Personalmente, auspico una rivalutazione del dialetto nelle scuole, una diminuzione dell’atteggiamento sociale negativo e attraverso il nostro lavoro (quello di oggi ne è un esempio assolutamente concreto) promuoviamo un desiderio di riscoperta delle nostre radici attraverso la raccolta di termini legati alla cultura della tradizione orale catanzarese

convinti che il dialetto costituisca un potenziale espressivo e un patrimonio da tutelare così come ogni altro bene comune culturale.

Questo dizionario contiene anche vocaboli relativi ad arti e mestieri che sono sotto minaccia di scomparire in maniera definitiva senza lasciare traccia alcuna; è uno sforzo di recuperare appieno il significato storico ed il senso culturale della parlata locale affinché non diventi inevitabilmente una lingua morta.

E’ demenziale immaginare il dialetto come un’erba cattiva da estirpare, rappresenta al contrario un patrimonio culturale ed espressivo che non và respinto ed annullato ma custodito, salvato e diffuso.

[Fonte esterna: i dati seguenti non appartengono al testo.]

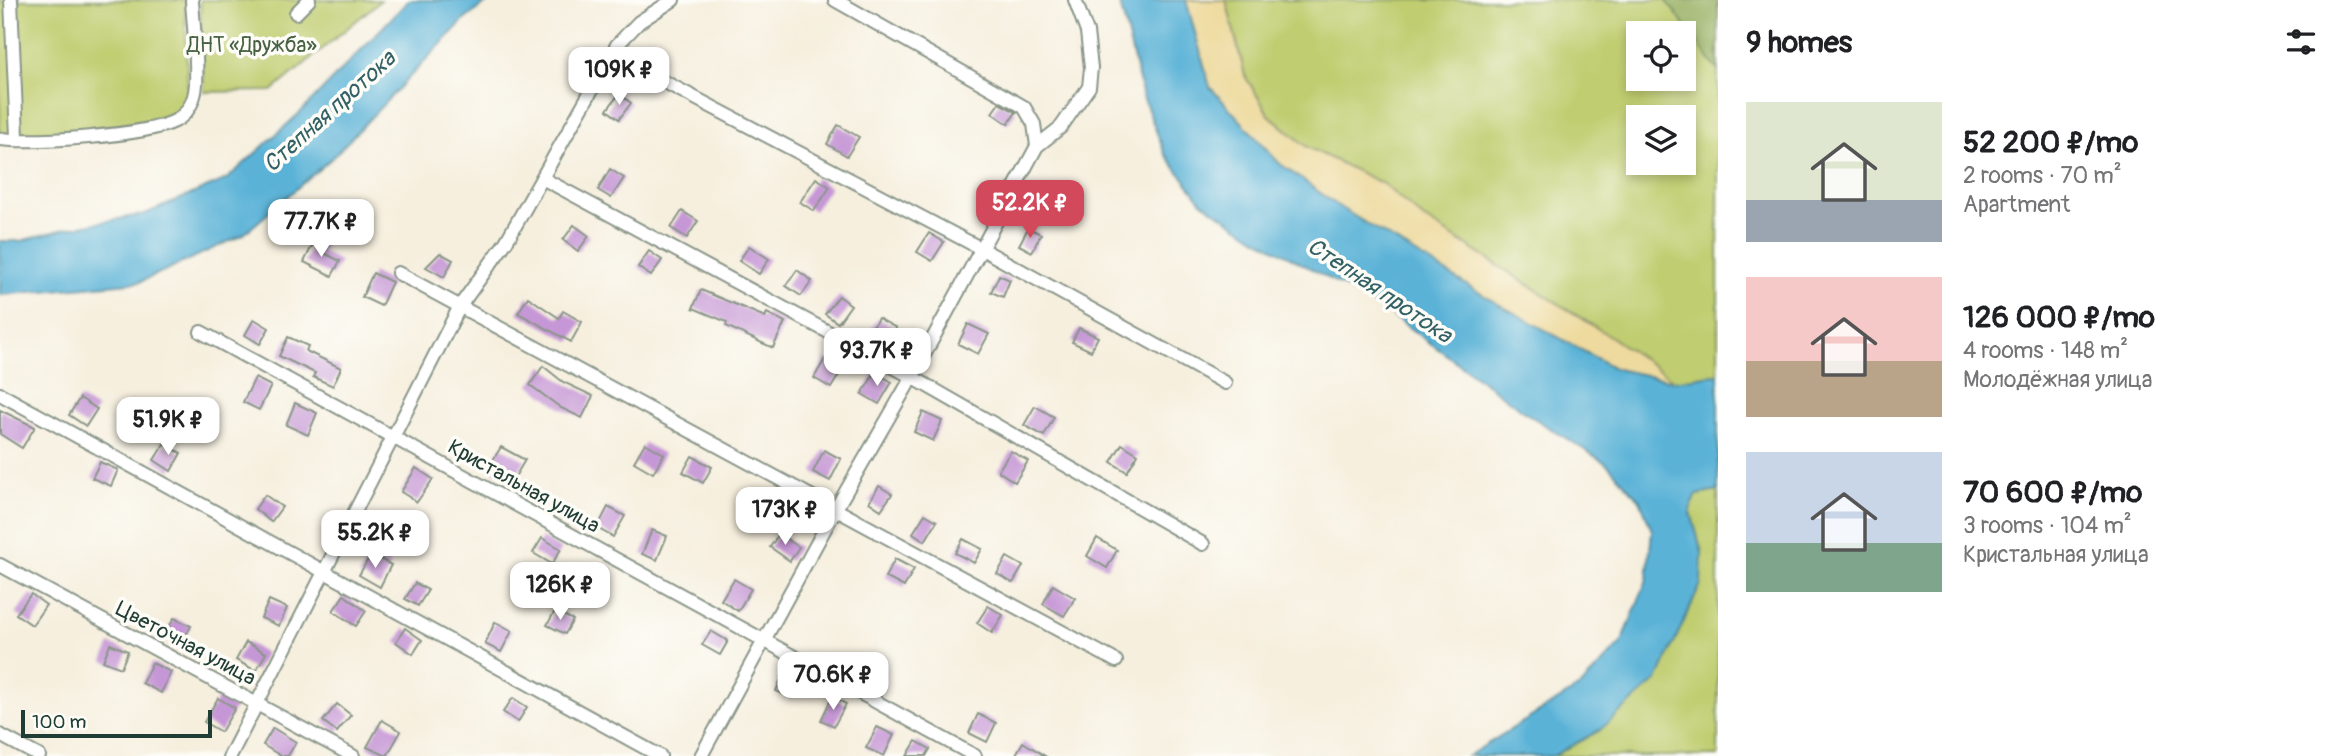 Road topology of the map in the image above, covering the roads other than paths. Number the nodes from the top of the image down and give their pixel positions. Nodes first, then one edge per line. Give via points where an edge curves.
1 (11, 0) edge
2 (192, 0) edge
3 (309, 0) edge
4 (656, 0) edge
5 (673, 0) edge
6 (835, 0) edge
7 (1075, 0) edge
8 (296, 13) dead end
9 (639, 22) junction
10 (610, 60) junction
11 (17, 137) junction
12 (0, 139) edge
13 (1037, 146) junction
14 (542, 178) junction
15 (980, 248) junction
16 (398, 273) dead end
17 (460, 306) junction
18 (201, 332) dead end
19 (912, 377) junction
20 (1225, 383) dead end
21 (0, 394) edge
22 (395, 438) junction
23 (834, 512) junction
24 (1203, 544) dead end
25 (0, 565) edge
26 (326, 572) junction
27 (766, 641) junction
28 (1116, 662) dead end
29 (258, 704) junction
30 (0, 735) edge
31 (39, 756) edge
32 (230, 756) edge
33 (353, 756) edge
34 (660, 756) edge
35 (701, 756) edge
36 (975, 756) edge

1 - 11 street
2 - 11 street via 195,95 186,113 173,122 112,133 50,141
3 - 8 street
4 - 9 street
5 - 9 street
6 - 13 street via 1024,107 1034,124
7 - 13 street via 1087,32 1089,87 1060,127
9 - 10 street
10 - 14 street
10 - 15 street via 640,69
11 - 12 street
13 - 15 street
14 - 17 street via 506,242
14 - 19 street
15 - 19 street
15 - 20 street
16 - 17 street
17 - 22 street
17 - 23 street
18 - 22 street, Кристальная улица
19 - 23 street
19 - 24 street
21 - 26 street
22 - 26 street
22 - 27 street, Кристальная улица
23 - 27 street
23 - 28 street
25 - 29 street, Цветочная улица
26 - 29 street
26 - 34 street
27 - 35 street
27 - 36 street, Кристальная улица
29 - 32 street
29 - 33 street, Цветочная улица
30 - 31 street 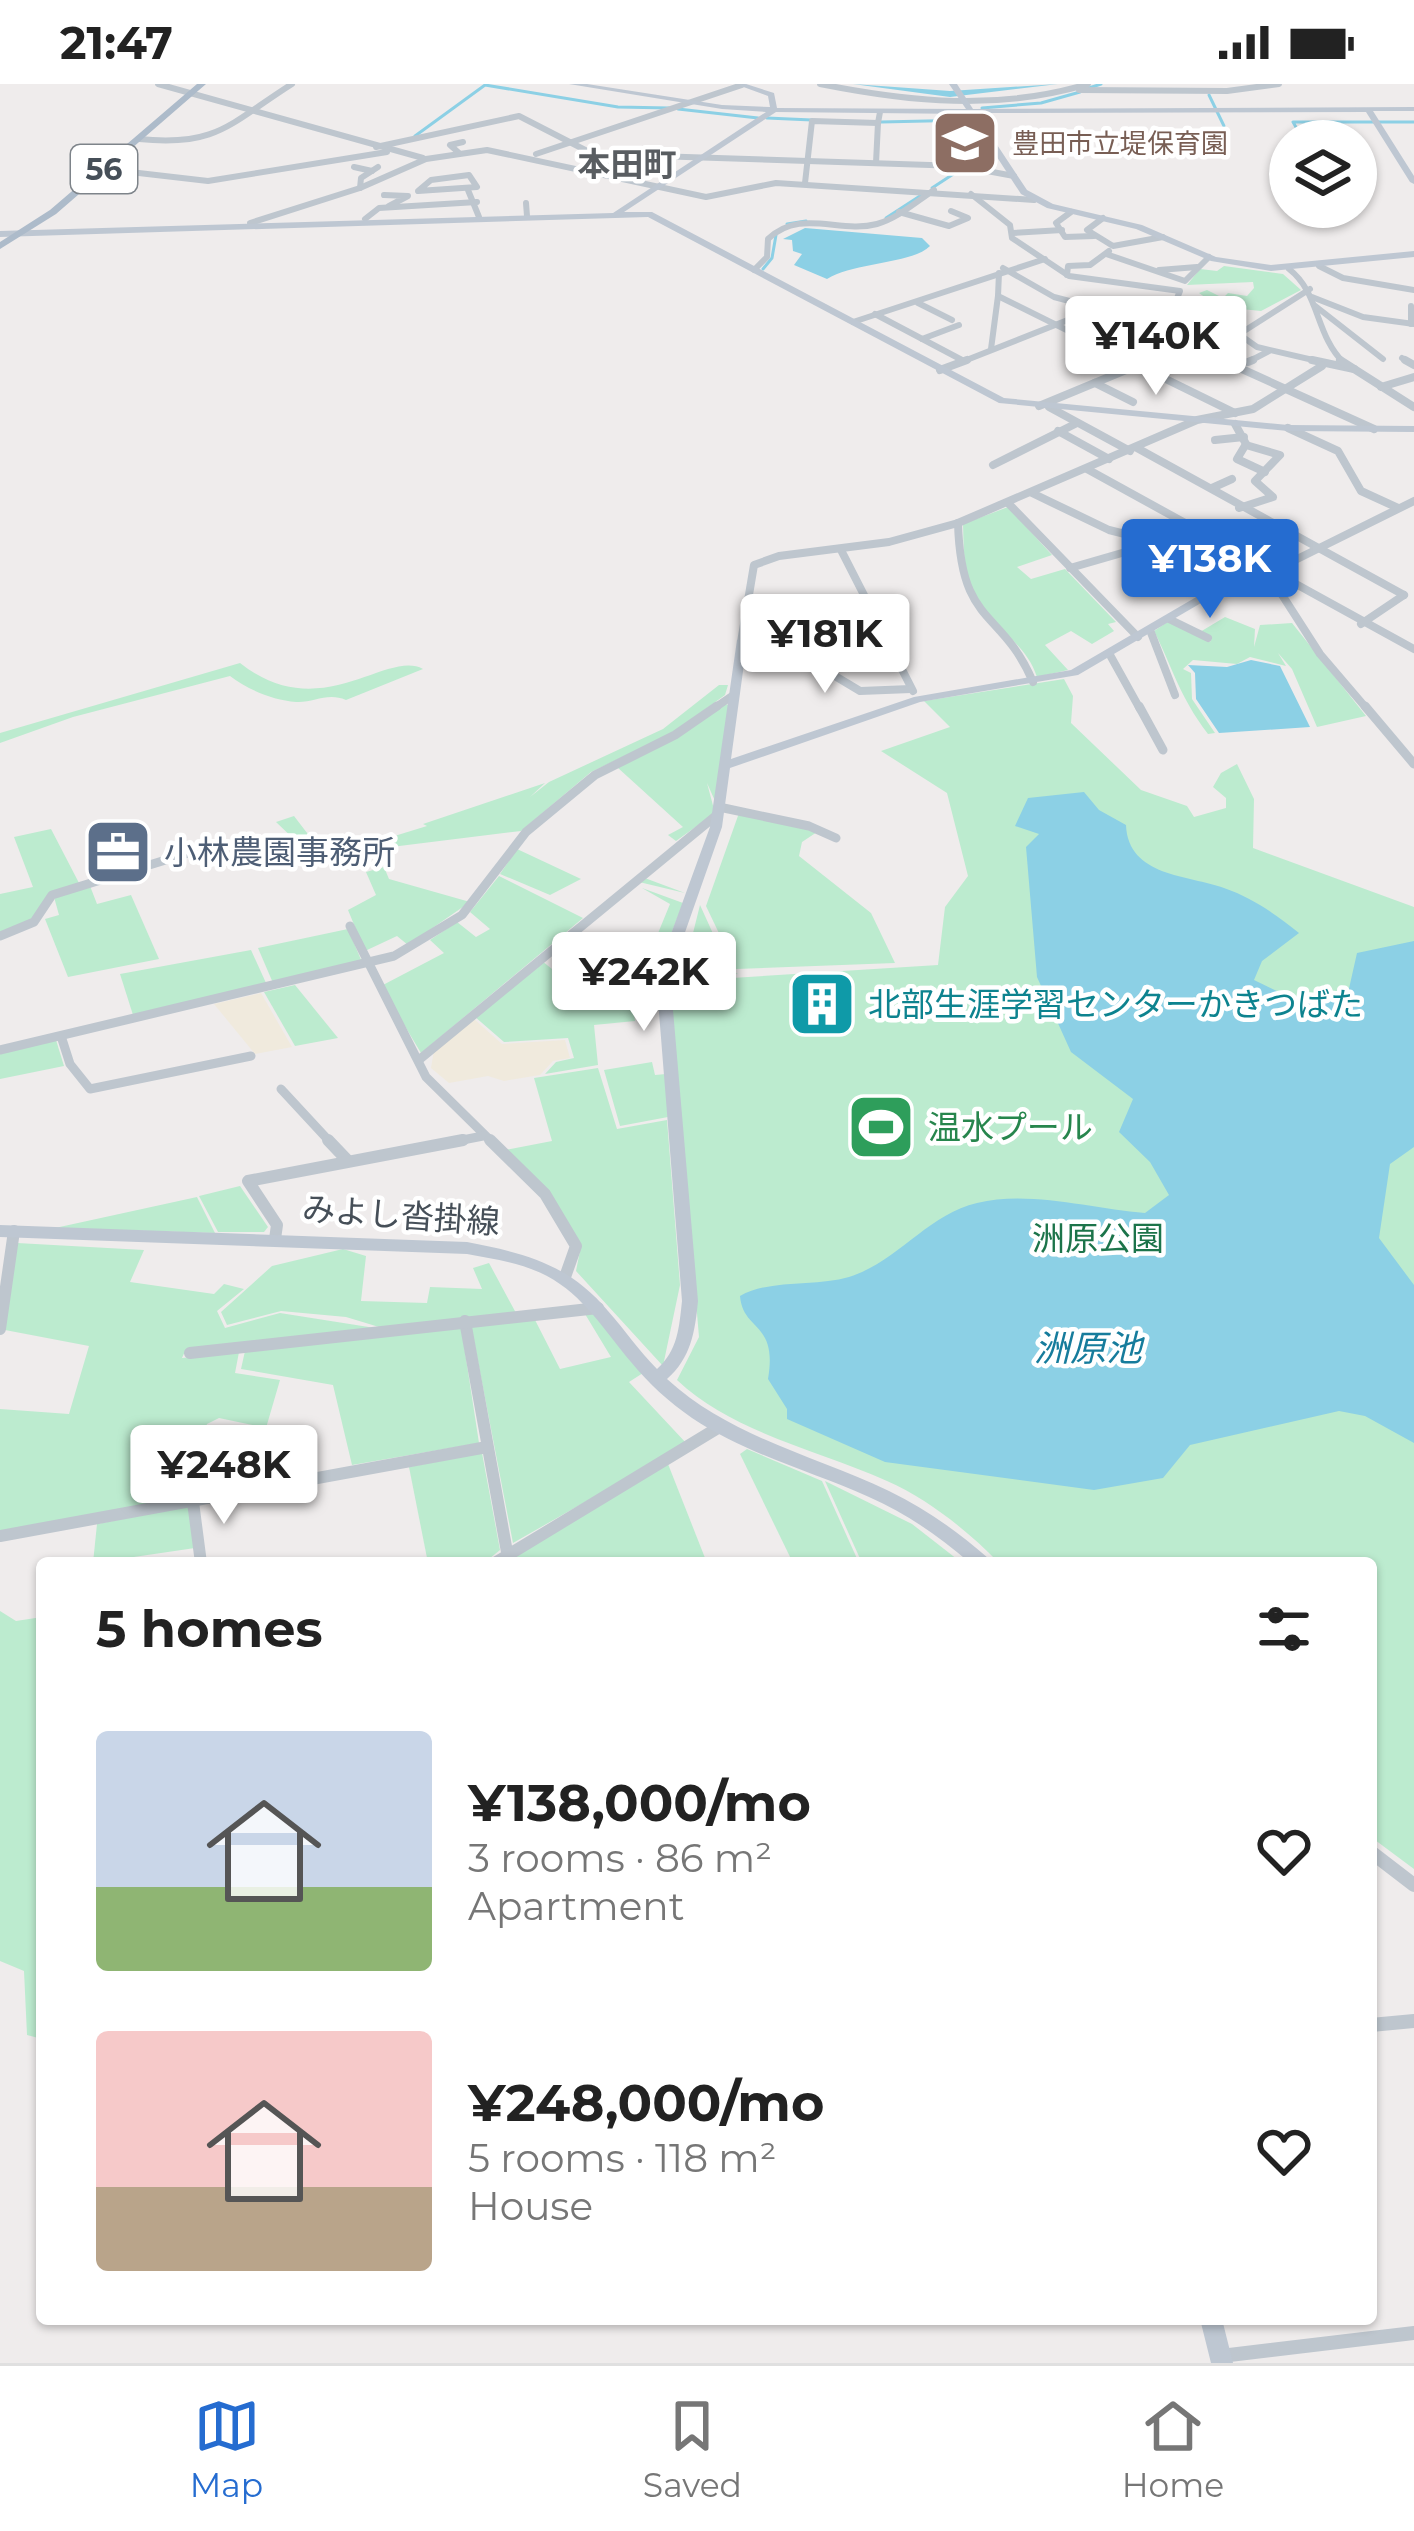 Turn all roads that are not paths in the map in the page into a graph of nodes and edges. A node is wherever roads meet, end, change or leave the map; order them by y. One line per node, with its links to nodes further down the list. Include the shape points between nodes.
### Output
1 (158, 84): 11 (street)
2 (202, 84): 11 (main road, 56)
3 (292, 84): 18 (street)
4 (573, 84): 13 (street)
5 (695, 84): 12 (street)
6 (740, 84): 12 (street); 17 (street, via 771,94)
7 (820, 84): 14 (street)
8 (1279, 84): 10 (street)
9 (954, 86): 14 (street)
10 (1083, 88): 14 (street)
11 (191, 94): 18 (street); 21 (main road, 56)
12 (713, 96): 13 (street)
13 (690, 103): 17 (street); 23 (street)
14 (967, 106): 15 (street); 19 (street); 38 (street)
15 (1369, 109): 16 (street); 39 (street)
16 (1414, 109)
17 (774, 110): 19 (street); 30 (street)
18 (251, 111): 21 (street, via 186,144); 24 (street)
19 (880, 112): 20 (street)
20 (878, 123): 32 (street, via 812,121); 33 (street)
21 (139, 139): 36 (main road, 56)
22 (463, 142): 27 (street, via 450,145)
23 (568, 144): 24 (street, via 519,116); 28 (street); 29 (street)
24 (376, 147): 26 (street)
25 (442, 149): 27 (street)
26 (390, 151): 31 (street); 36 (street, via 208,181)
27 (458, 153): 28 (street); 31 (street)
28 (532, 155): 37 (street)
29 (630, 156): 30 (street); 37 (street)
30 (702, 158): 32 (street); 42 (street)
31 (426, 159): 41 (street)
32 (809, 160): 33 (street); 40 (street)
33 (876, 163): 34 (street)
34 (964, 166): 38 (street); 43 (street)
35 (354, 167): 41 (street, via 375,169)
36 (104, 169): 61 (main road, 56)
37 (608, 176): 42 (street)
38 (1013, 176): 47 (street)
39 (1414, 182)
40 (806, 183): 42 (street, via 715,198); 43 (street)
41 (360, 188): 59 (street)
42 (656, 188): 54 (street)
43 (930, 189): 45 (street); 52 (street)
44 (469, 190): 44 (street, via 477,187 463,174 418,191); 48 (street)
45 (971, 194): 47 (street); 62 (street)
46 (384, 195): 50 (street, via 408,196)
47 (1034, 200): 53 (street)
48 (477, 202): 50 (street); 56 (street)
49 (526, 203): 55 (street)
50 (386, 207): 58 (street)
51 (951, 211): 52 (street, via 968,218 947,226)
52 (899, 212): 75 (street, via 870,226 777,229)
53 (1071, 212): 57 (street); 60 (street, via 1056,222)
54 (614, 214): 55 (street); 75 (street, via 651,215)
55 (527, 216): 56 (street)
56 (479, 217): 58 (street)
57 (1103, 218): 64 (street, via 1087,230); 65 (street)
58 (365, 219): 59 (street)
59 (250, 223): 61 (street)
60 (1062, 230): 62 (street); 64 (street, via 1068,240)
61 (22, 233): 63 (street); 66 (main road, 56)
62 (1012, 233): 71 (street)
63 (0, 234)
64 (1097, 236): 67 (street)
65 (1162, 237): 67 (street); 70 (street)
66 (0, 246)
67 (1118, 247): 68 (street)
68 (1106, 254): 77 (street); 78 (street, via 1068,266)
69 (1414, 254): 72 (street)
70 (1209, 257): 73 (street); 74 (street)
71 (1045, 259): 76 (street); 78 (street)
72 (1319, 266): 74 (street); 80 (street)
73 (1197, 267): 77 (street); 79 (street)
74 (1289, 269): 84 (street)
75 (754, 270): 91 (street)
76 (1001, 271): 82 (street); 83 (street); 85 (street)
77 (1152, 271): 79 (street)
78 (1068, 275): 81 (street); 83 (street)
79 (1185, 281): 81 (street)
80 (1414, 290)
81 (1180, 291): 86 (street); 87 (street)
82 (998, 296): 93 (street); 100 (street)
83 (1062, 297): 89 (street)
84 (1312, 297): 94 (street, via 1363,317); 96 (street, via 1256,316); 104 (street); 110 (street, via 1321,334)
85 (918, 303): 90 (street); 98 (street, via 956,322)
86 (1177, 303): 87 (street); 92 (street)
87 (1199, 306): 96 (street)
88 (1411, 306): 94 (street)
89 (1093, 310): 92 (street); 93 (street)
90 (874, 314): 91 (street); 98 (street)
91 (853, 322): 111 (street)
92 (1154, 322): 95 (street); 96 (street); 102 (street)
93 (1056, 324): 99 (street); 100 (street)
94 (1412, 324)
95 (1133, 330): 97 (street); 99 (street)
96 (1237, 337): 101 (street); 102 (street)
97 (1146, 338)
98 (922, 339): 105 (street)
99 (1096, 344): 107 (street)
100 (991, 349): 105 (street)
101 (1269, 351): 106 (street); 109 (street)
102 (1208, 355): 115 (street)
103 (1402, 358): 108 (street)
104 (1383, 359)
105 (962, 360): 111 (street)
106 (1248, 362)
107 (1138, 365): 113 (street); 119 (street)
108 (1414, 365)
109 (1322, 366): 110 (street); 115 (street)
110 (1354, 369): 114 (street)
111 (940, 370): 117 (street, via 1002,401)
112 (1414, 377): 114 (street)
113 (1095, 382): 116 (street); 117 (street)
114 (1381, 387): 118 (street)
115 (1285, 389): 119 (street); 123 (street)
116 (1132, 402)
117 (1044, 406): 120 (street); 121 (street)
118 (1414, 407)
119 (1235, 418): 120 (street); 122 (street); 127 (street)
120 (1197, 420): 128 (street)
121 (1077, 423): 125 (street); 128 (street)
122 (1288, 428): 123 (street); 139 (street, via 1338,451 1361,491)
123 (1374, 429): 124 (street)
124 (1414, 429)
125 (1058, 431): 129 (street); 130 (street)
126 (1216, 440): 127 (street)
127 (1245, 441): 132 (street, via 1237,459); 132 (street, via 1280,455)
128 (1133, 449): 129 (street); 134 (street)
129 (1109, 459): 131 (street)
130 (993, 465)
131 (1087, 469): 135 (street); 145 (street)
132 (1265, 472): 138 (street, via 1256,481 1273,497)
133 (1232, 479): 134 (street)
134 (1212, 488): 138 (street)
135 (1032, 493): 137 (street); 141 (street, via 1066,514)
136 (1414, 502): 139 (street)
137 (1008, 503): 140 (street); 144 (street)
138 (1239, 508): 142 (street)
139 (1398, 508): 142 (street)
140 (958, 523): 143 (street); 153 (street, via 959,568 974,607 1022,654)
141 (1158, 542): 144 (street); 145 (street)
142 (1315, 549): 145 (street); 147 (street, via 1404,595)
143 (841, 550): 150 (street, via 754,565); 155 (street)
144 (1070, 568): 148 (street)
145 (1267, 571): 146 (street, via 1238,577); 147 (street); 158 (street, via 1320,654)
146 (1168, 619): 148 (street); 149 (street)
147 (1361, 624): 151 (street)
148 (1144, 633): 152 (street); 156 (street)
149 (1208, 638)
150 (740, 642): 154 (street); 155 (street, via 790,649 860,691)
151 (1414, 649)
152 (1110, 655): 153 (street); 157 (street)
153 (1033, 682): 155 (street)
154 (735, 694): 159 (street); 165 (street, via 675,736 595,775 526,832 462,915)
155 (915, 694): 159 (street)
156 (1174, 694)
157 (1163, 750)
158 (1414, 764)
159 (726, 765): 160 (street)
160 (718, 810): 161 (street); 169 (street); 180 (street, via 663,975 690,1301 684,1350)
161 (836, 838)
162 (211, 846): 164 (street, via 52,895 34,922)
163 (350, 926): 165 (street)
164 (0, 935)
165 (367, 963): 166 (street); 169 (street)
166 (61, 1036): 167 (street); 168 (street, via 90,1089)
167 (0, 1050)
168 (251, 1055)
169 (420, 1059): 171 (street, via 440,1094)
170 (281, 1089): 172 (street)
171 (483, 1136): 172 (street); 175 (street, via 545,1194 576,1246)
172 (348, 1161): 174 (street, via 248,1181 277,1225)
173 (7, 1231): 174 (street, みよし沓掛線); 178 (street)
174 (274, 1239): 175 (street, みよし沓掛線, via 495,1252)
175 (565, 1277): 176 (street, みよし沓掛線)
176 (602, 1307): 177 (street); 180 (street, みよし沓掛線)
177 (465, 1321): 179 (street); 182 (street)
178 (0, 1329)
179 (190, 1353)
180 (657, 1378): 181 (street, みよし沓掛線)
181 (721, 1426): 187 (street); 188 (street, みよし沓掛線, via 891,1496)
182 (487, 1447): 183 (street); 186 (street)
183 (194, 1502): 184 (street); 185 (street)
184 (0, 1536)
185 (200, 1557)
186 (504, 1557)
187 (509, 1557)
188 (974, 1557)
189 (1377, 1857): 190 (street)
190 (1414, 1885)
191 (1414, 2021): 192 (street)
192 (1377, 2024)
193 (1212, 2325): 195 (street)
194 (1414, 2333): 195 (street)
195 (1221, 2360)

Un caloroso  augurio ed un ringraziamento - voglio rivolgere all’autore del Dizionario della Lingua Catanzarese dott. Vittorio SORRENTI  – che oggi presentiamo in queste austero Palazzo ed alla giovane Casa Editrice LA RONDINE dei fratelli SILIPO (che vantano antiche tradizioni nell’arte grafica). Un sentito ringraziamento al Presidente Blasco e alla Dott.sa LAMANNA del Circolo Unione – che hanno sostenuto questa iniziativa,  - ai Media  alle Autorità presenti nonché  a tutti VOI convenuti.

La stampa

Sabato, 28 ottobre 2006

 PRESENTATO IL DIZIONARIO DI VITTORIO SORRENTI

LA CATANZARESITA’ RIVIVE NELLA LINGUA,
MA NON CHIAMATELO DIALETTO

 

La stanza celeste di Palazzo Fazzari ieri sera ha reso omaggio al delicata e faticosa opera di Vittorio Sorrenti (nell’edizione di domani riporteremo sulla manifestazione un più approfondito servizio, ndr), autore del “Dizionario di lingua catanzarese con grammatica”, un opera omnia sul parlato locale con tanto di fraseologia, fonema, modi di  dire e profilo storico del nostro idioma popolare.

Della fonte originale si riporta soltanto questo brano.